Problem to work on: Leave every picture out. Set down all the lines below exactly.

::: Data provided :::

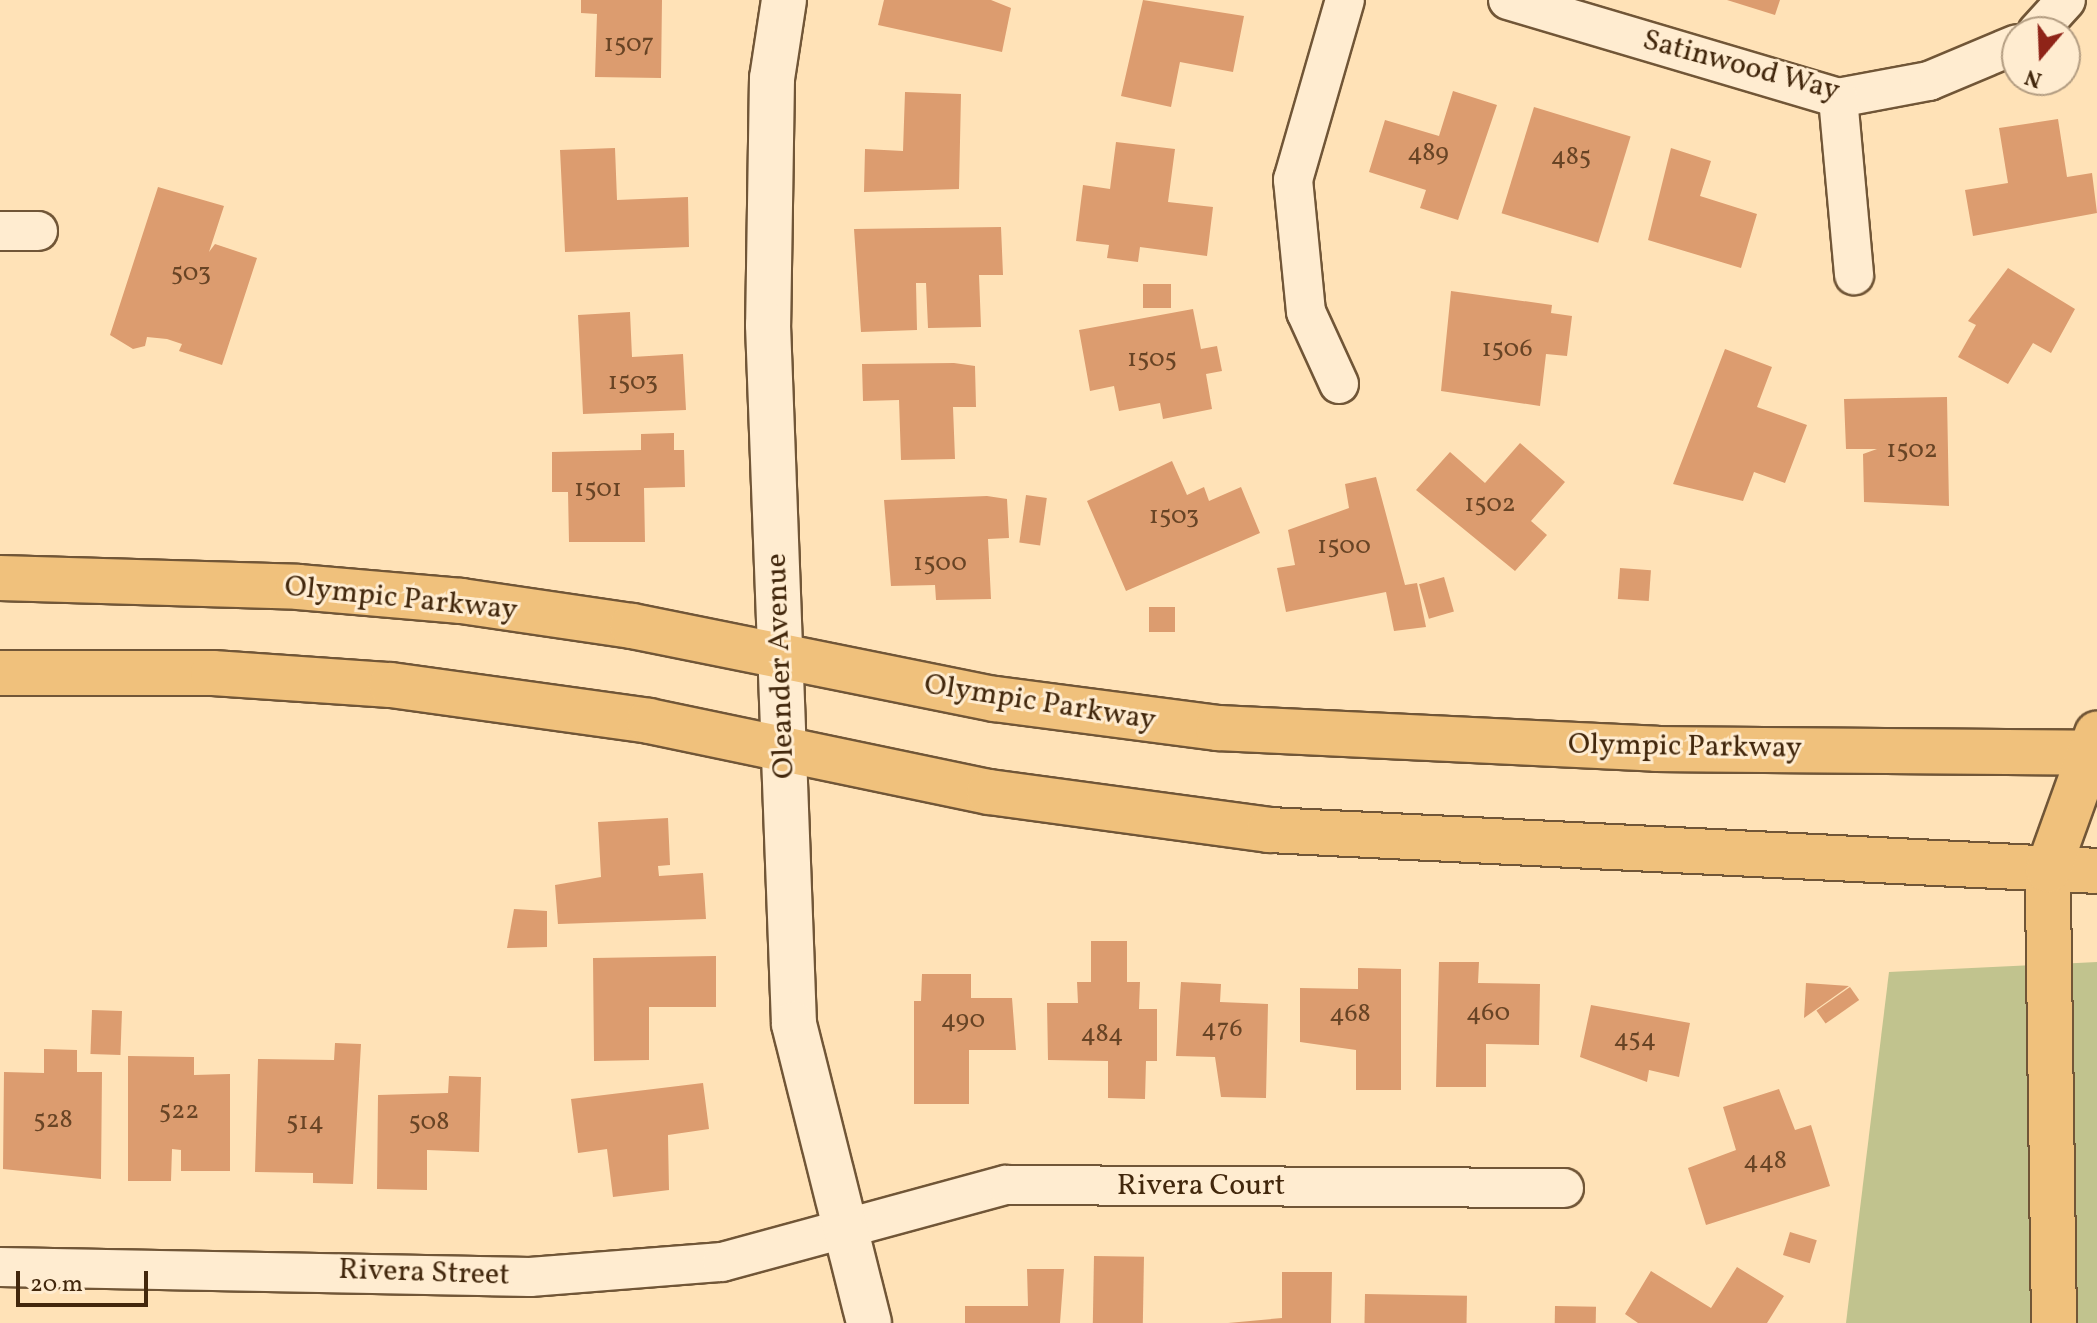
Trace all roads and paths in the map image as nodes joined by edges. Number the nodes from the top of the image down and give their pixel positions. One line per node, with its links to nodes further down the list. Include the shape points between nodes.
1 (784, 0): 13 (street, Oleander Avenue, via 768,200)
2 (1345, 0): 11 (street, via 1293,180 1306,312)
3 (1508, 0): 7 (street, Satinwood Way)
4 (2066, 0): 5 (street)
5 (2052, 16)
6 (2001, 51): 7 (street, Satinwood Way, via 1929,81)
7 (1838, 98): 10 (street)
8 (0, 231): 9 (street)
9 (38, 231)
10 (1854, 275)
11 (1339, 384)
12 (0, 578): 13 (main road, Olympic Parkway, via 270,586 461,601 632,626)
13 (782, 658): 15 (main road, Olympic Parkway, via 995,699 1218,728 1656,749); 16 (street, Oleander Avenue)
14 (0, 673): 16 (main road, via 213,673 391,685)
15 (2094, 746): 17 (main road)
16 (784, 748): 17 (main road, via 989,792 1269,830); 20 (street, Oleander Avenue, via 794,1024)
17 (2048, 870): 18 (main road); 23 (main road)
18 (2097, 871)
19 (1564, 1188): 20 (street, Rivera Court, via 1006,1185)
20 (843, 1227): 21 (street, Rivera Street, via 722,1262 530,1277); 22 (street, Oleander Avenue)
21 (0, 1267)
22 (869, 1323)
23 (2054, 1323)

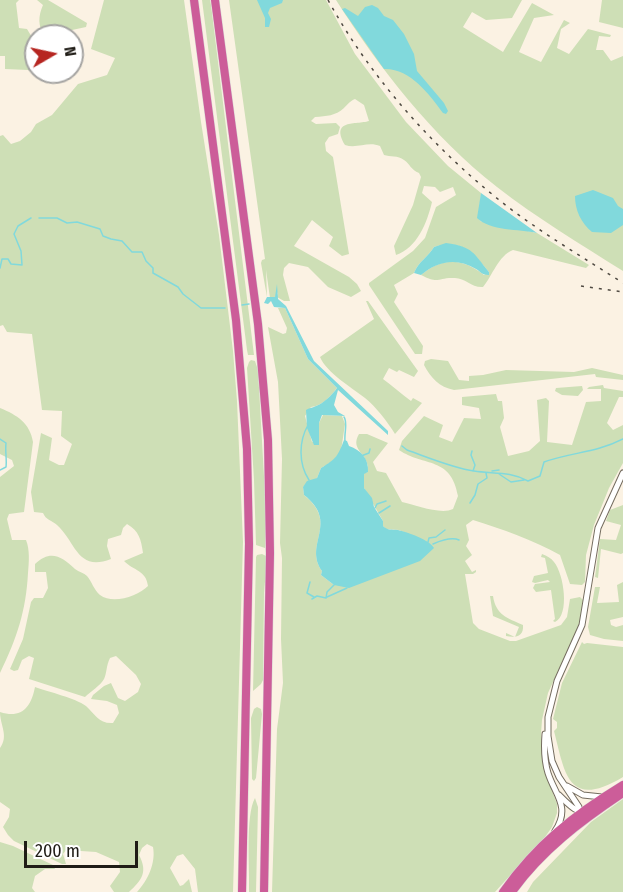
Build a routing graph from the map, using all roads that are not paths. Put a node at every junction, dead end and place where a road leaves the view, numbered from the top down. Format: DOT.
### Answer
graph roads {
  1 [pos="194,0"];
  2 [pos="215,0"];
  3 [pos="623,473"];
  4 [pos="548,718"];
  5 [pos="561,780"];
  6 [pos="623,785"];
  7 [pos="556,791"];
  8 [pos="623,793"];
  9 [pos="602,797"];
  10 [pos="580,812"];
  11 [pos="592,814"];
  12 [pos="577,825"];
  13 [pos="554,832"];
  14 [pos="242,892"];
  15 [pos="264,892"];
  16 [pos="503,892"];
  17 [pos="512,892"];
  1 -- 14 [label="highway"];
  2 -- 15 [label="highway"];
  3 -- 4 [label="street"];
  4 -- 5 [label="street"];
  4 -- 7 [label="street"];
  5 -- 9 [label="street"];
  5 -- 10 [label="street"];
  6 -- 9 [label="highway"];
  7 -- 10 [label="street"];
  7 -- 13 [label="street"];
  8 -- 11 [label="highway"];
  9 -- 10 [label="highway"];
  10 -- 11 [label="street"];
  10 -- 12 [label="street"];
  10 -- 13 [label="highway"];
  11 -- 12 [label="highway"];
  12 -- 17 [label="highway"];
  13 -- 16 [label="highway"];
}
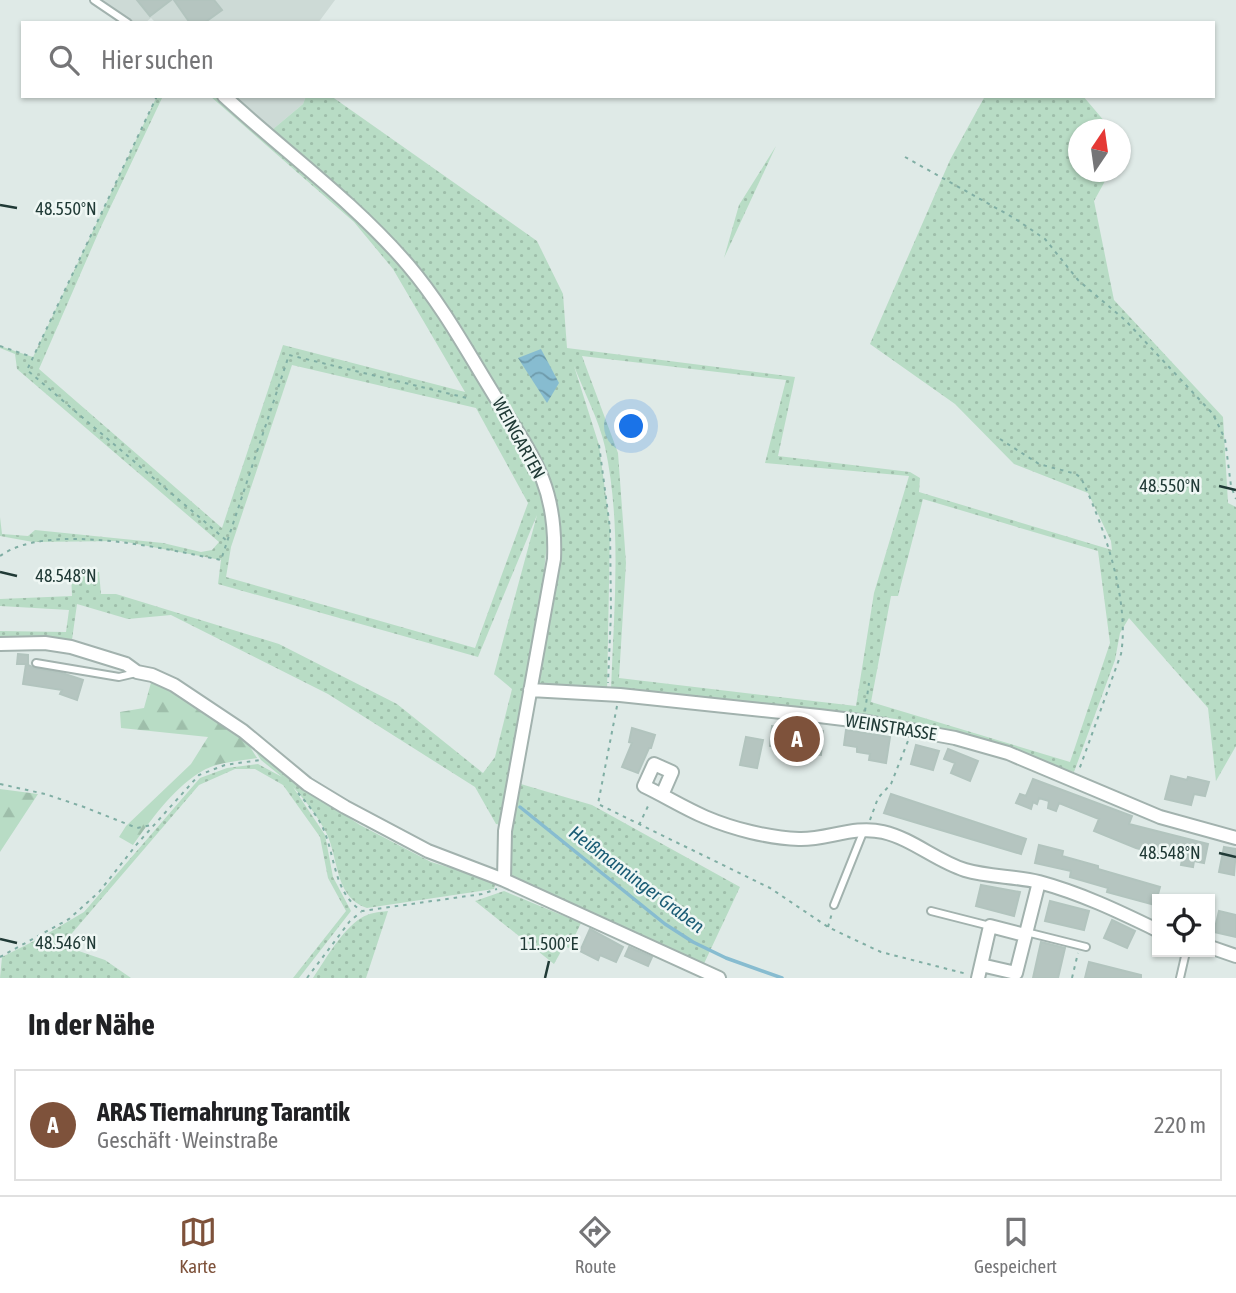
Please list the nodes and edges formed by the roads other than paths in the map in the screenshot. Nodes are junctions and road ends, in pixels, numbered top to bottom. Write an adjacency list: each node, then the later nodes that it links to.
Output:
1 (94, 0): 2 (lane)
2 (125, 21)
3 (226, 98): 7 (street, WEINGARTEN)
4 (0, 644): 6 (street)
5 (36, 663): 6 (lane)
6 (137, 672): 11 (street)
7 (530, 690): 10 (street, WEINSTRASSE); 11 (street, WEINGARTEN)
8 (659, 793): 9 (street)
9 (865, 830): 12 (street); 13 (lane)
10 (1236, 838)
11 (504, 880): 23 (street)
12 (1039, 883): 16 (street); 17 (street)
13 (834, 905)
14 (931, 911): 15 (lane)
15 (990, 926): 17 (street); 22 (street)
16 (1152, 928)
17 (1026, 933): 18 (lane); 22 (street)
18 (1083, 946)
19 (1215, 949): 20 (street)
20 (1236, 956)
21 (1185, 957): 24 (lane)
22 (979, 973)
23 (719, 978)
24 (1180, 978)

:::

Result:
Trace all roads and paths in the map image as nodes joined by edges. Number the nodes from the top of the image down and give their pixel positions. One line per node, with its links to nodes further down the list. Include the shape points between nodes.
1 (784, 0): 13 (street, Oleander Avenue, via 768,200)
2 (1345, 0): 11 (street, via 1293,180 1306,312)
3 (1508, 0): 7 (street, Satinwood Way)
4 (2066, 0): 5 (street)
5 (2052, 16)
6 (2001, 51): 7 (street, Satinwood Way, via 1929,81)
7 (1838, 98): 10 (street)
8 (0, 231): 9 (street)
9 (38, 231)
10 (1854, 275)
11 (1339, 384)
12 (0, 578): 13 (main road, Olympic Parkway, via 270,586 461,601 632,626)
13 (782, 658): 15 (main road, Olympic Parkway, via 995,699 1218,728 1656,749); 16 (street, Oleander Avenue)
14 (0, 673): 16 (main road, via 213,673 391,685)
15 (2094, 746): 17 (main road)
16 (784, 748): 17 (main road, via 989,792 1269,830); 20 (street, Oleander Avenue, via 794,1024)
17 (2048, 870): 18 (main road); 23 (main road)
18 (2097, 871)
19 (1564, 1188): 20 (street, Rivera Court, via 1006,1185)
20 (843, 1227): 21 (street, Rivera Street, via 722,1262 530,1277); 22 (street, Oleander Avenue)
21 (0, 1267)
22 (869, 1323)
23 (2054, 1323)

Build a routing graph from the map, using all roads that are not paths. Put a node at every junction, dead end and place where a road leaves the view, numbered from the top down. Format: DOT.
### Answer
graph roads {
  1 [pos="194,0"];
  2 [pos="215,0"];
  3 [pos="623,473"];
  4 [pos="548,718"];
  5 [pos="561,780"];
  6 [pos="623,785"];
  7 [pos="556,791"];
  8 [pos="623,793"];
  9 [pos="602,797"];
  10 [pos="580,812"];
  11 [pos="592,814"];
  12 [pos="577,825"];
  13 [pos="554,832"];
  14 [pos="242,892"];
  15 [pos="264,892"];
  16 [pos="503,892"];
  17 [pos="512,892"];
  1 -- 14 [label="highway"];
  2 -- 15 [label="highway"];
  3 -- 4 [label="street"];
  4 -- 5 [label="street"];
  4 -- 7 [label="street"];
  5 -- 9 [label="street"];
  5 -- 10 [label="street"];
  6 -- 9 [label="highway"];
  7 -- 10 [label="street"];
  7 -- 13 [label="street"];
  8 -- 11 [label="highway"];
  9 -- 10 [label="highway"];
  10 -- 11 [label="street"];
  10 -- 12 [label="street"];
  10 -- 13 [label="highway"];
  11 -- 12 [label="highway"];
  12 -- 17 [label="highway"];
  13 -- 16 [label="highway"];
}
Please list the nodes and edges formed by the roads other than paths in the map in the screenshot. Nodes are junctions and road ends, in pixels, numbered top to bottom. Write an adjacency list: each node, then the later nodes that it links to.
Output:
1 (94, 0): 2 (lane)
2 (125, 21)
3 (226, 98): 7 (street, WEINGARTEN)
4 (0, 644): 6 (street)
5 (36, 663): 6 (lane)
6 (137, 672): 11 (street)
7 (530, 690): 10 (street, WEINSTRASSE); 11 (street, WEINGARTEN)
8 (659, 793): 9 (street)
9 (865, 830): 12 (street); 13 (lane)
10 (1236, 838)
11 (504, 880): 23 (street)
12 (1039, 883): 16 (street); 17 (street)
13 (834, 905)
14 (931, 911): 15 (lane)
15 (990, 926): 17 (street); 22 (street)
16 (1152, 928)
17 (1026, 933): 18 (lane); 22 (street)
18 (1083, 946)
19 (1215, 949): 20 (street)
20 (1236, 956)
21 (1185, 957): 24 (lane)
22 (979, 973)
23 (719, 978)
24 (1180, 978)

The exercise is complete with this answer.